Apenas un mes después, enero de 2013, Alierta nombraba a Rato miembro de un tal "Consejo Asesor para Latinoamérica y Europa". Ocurrió que a un Rato Figaredo aquello debió de parecerle poca cosa, de modo que en un santiamén sumó a la prebenda de Telefónica una segunda en Santander, una tercera en Caixa y hasta una cuarta en Lazard. Tan poco dispuesto estaba a renegar de sus amigos que cuando Rato fue a dar con sus huesos en la cárcel, él fue uno de los pocos que se atrevieron a visitarlo en Soto del Real. Sentido de la amistad y la conciencia de estar en la cúspide de una empresa como Telefónica, como se ha dicho casi un Estado dentro del Estado, una gran casa de Socorro desde la que se ayudó a mucha gente que no siempre lo merecía y que está en el origen de no pocos de los errores cometidos por el finado. La Casa Real, por ejemplo. Conocida su estrecha relación con Juan Carlos I –Alierta y Botín fueron los dos únicos empresarios a los que el monarca adelantó su intención de abdicar en junio de 2014-, Telefónica se convirtió en Dios y Ayuda del palacio de la Zarzuela para todo tipo de acciones y operaciones, desde colocar al yerno, Iñaki Urdangarin, en las oficinas de la multinacional en Nueva York, a correr con gastos y caprichos reales no siempre justificados.

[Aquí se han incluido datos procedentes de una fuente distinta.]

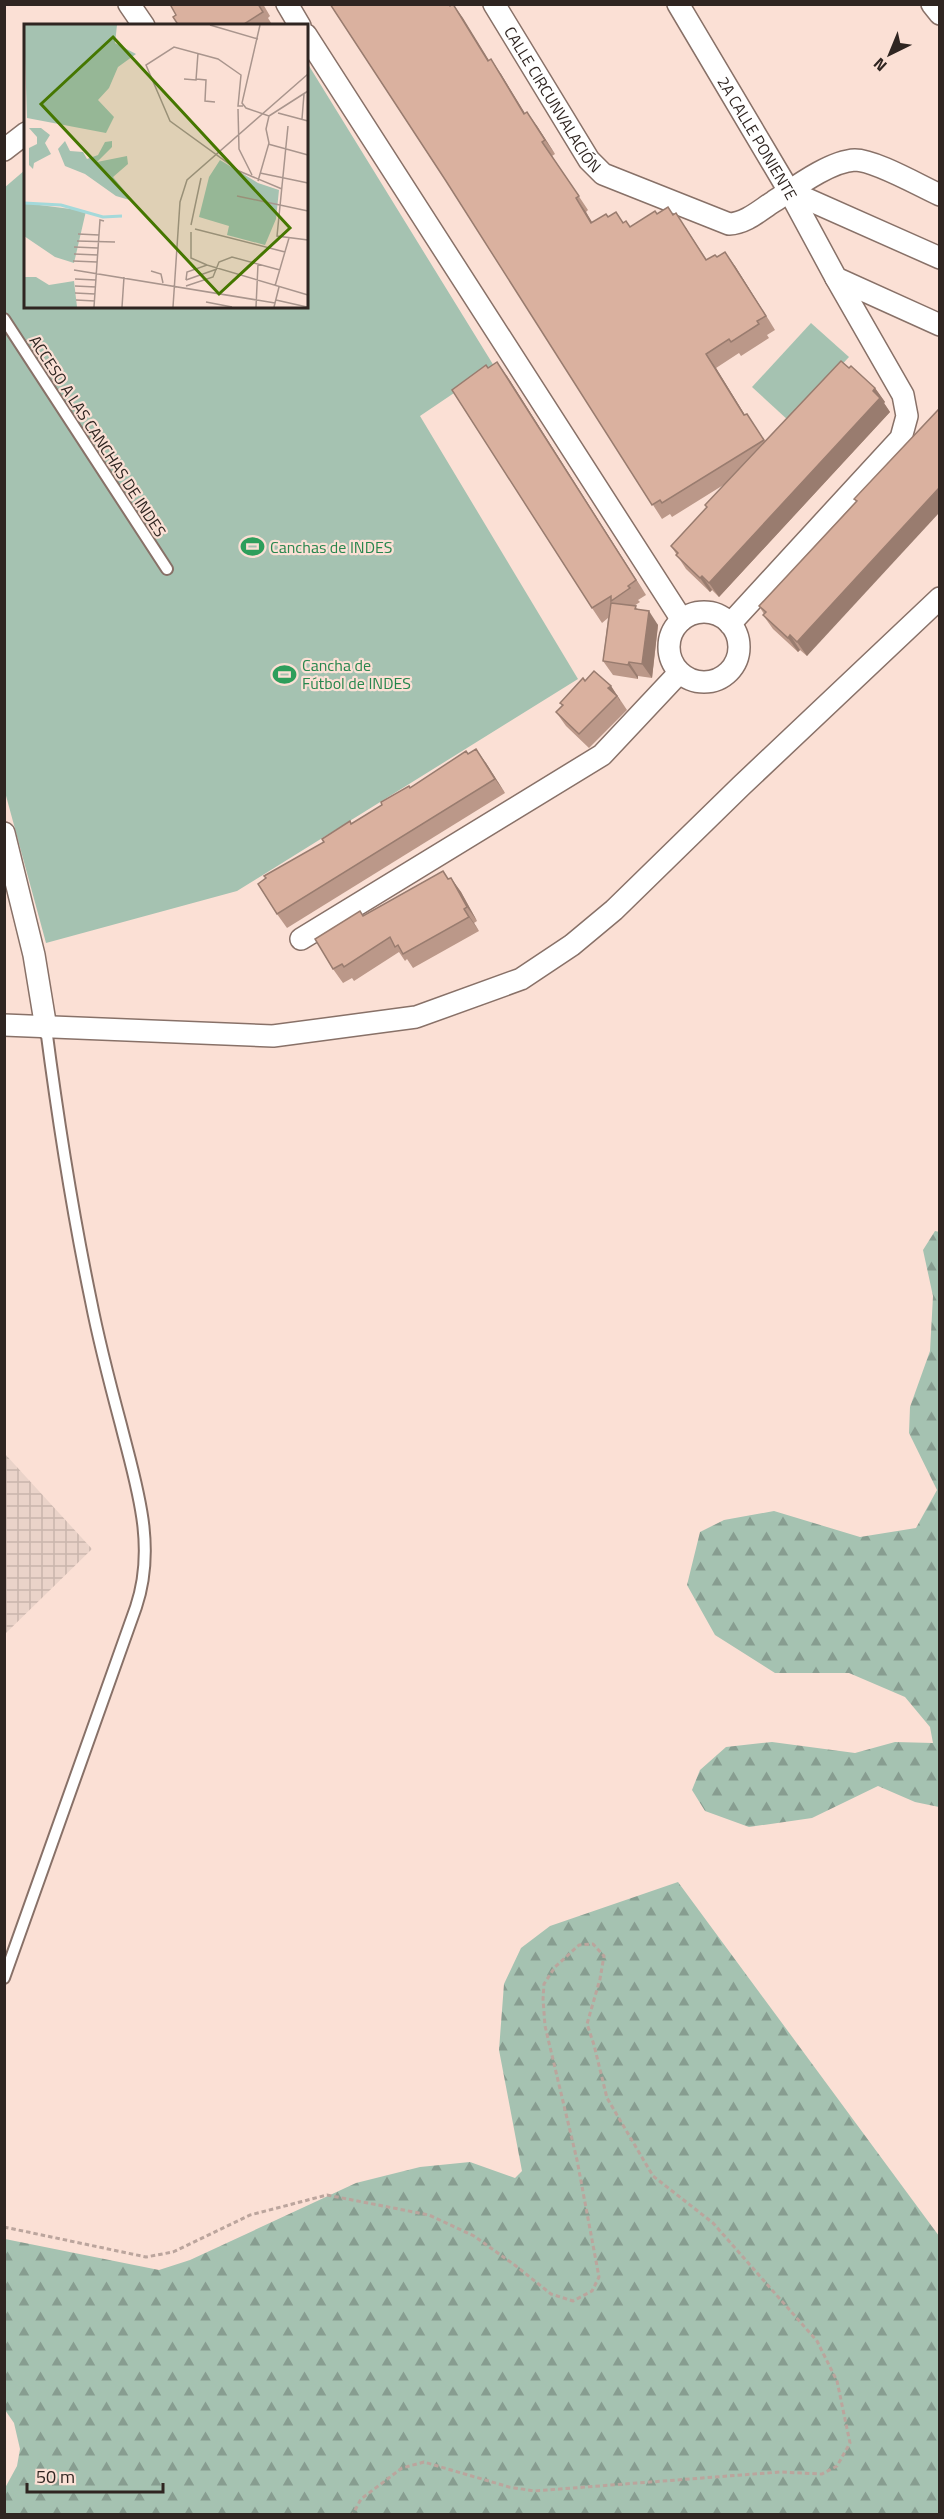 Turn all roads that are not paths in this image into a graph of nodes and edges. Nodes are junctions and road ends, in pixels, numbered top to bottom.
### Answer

De información sobre la dimensión empresarial de César Alierta vienen hoy repletos los medios de comunicación españoles. Su licenciatura en Derecho por Zaragoza, su MBA por Columbia, su paso por el Urquijo, Beta Capital y Tabacalera, como hitos descollantes, antes de aterrizar en Telefónica, empresa cuya expansión internacional promovió y que llegó a capitalizar bajo su mandato los 81.000 millones de euros. Atendido, cuidado, tratado con auténtico mimo por sus hermanas y el resto de la familia zaragozana desde la muerte de su mujer, Alierta siguió en el último tramo de su presidencia dedicando sus esfuerzos a la gestión de una compañía fuertemente endeudada y cuyo horizonte se empezaba a nublar peligrosamente. Gestionando y tratando de otear el futuro de un negocio maduro que se ha vuelto terriblemente complejo ante el avance avasallador de los reyes de las nuevas tecnologías de la comunicación, los Google, Apple, Microsoft, Facebook y demás. En contacto directo con los presidentes de la CE (Prodi, Durao Barroso, Juncker) para convencerles de la necesidad de defender la Unión del asalto inmisericorde de los GAFA. Con escaso éxito, para desgracia de la Unión.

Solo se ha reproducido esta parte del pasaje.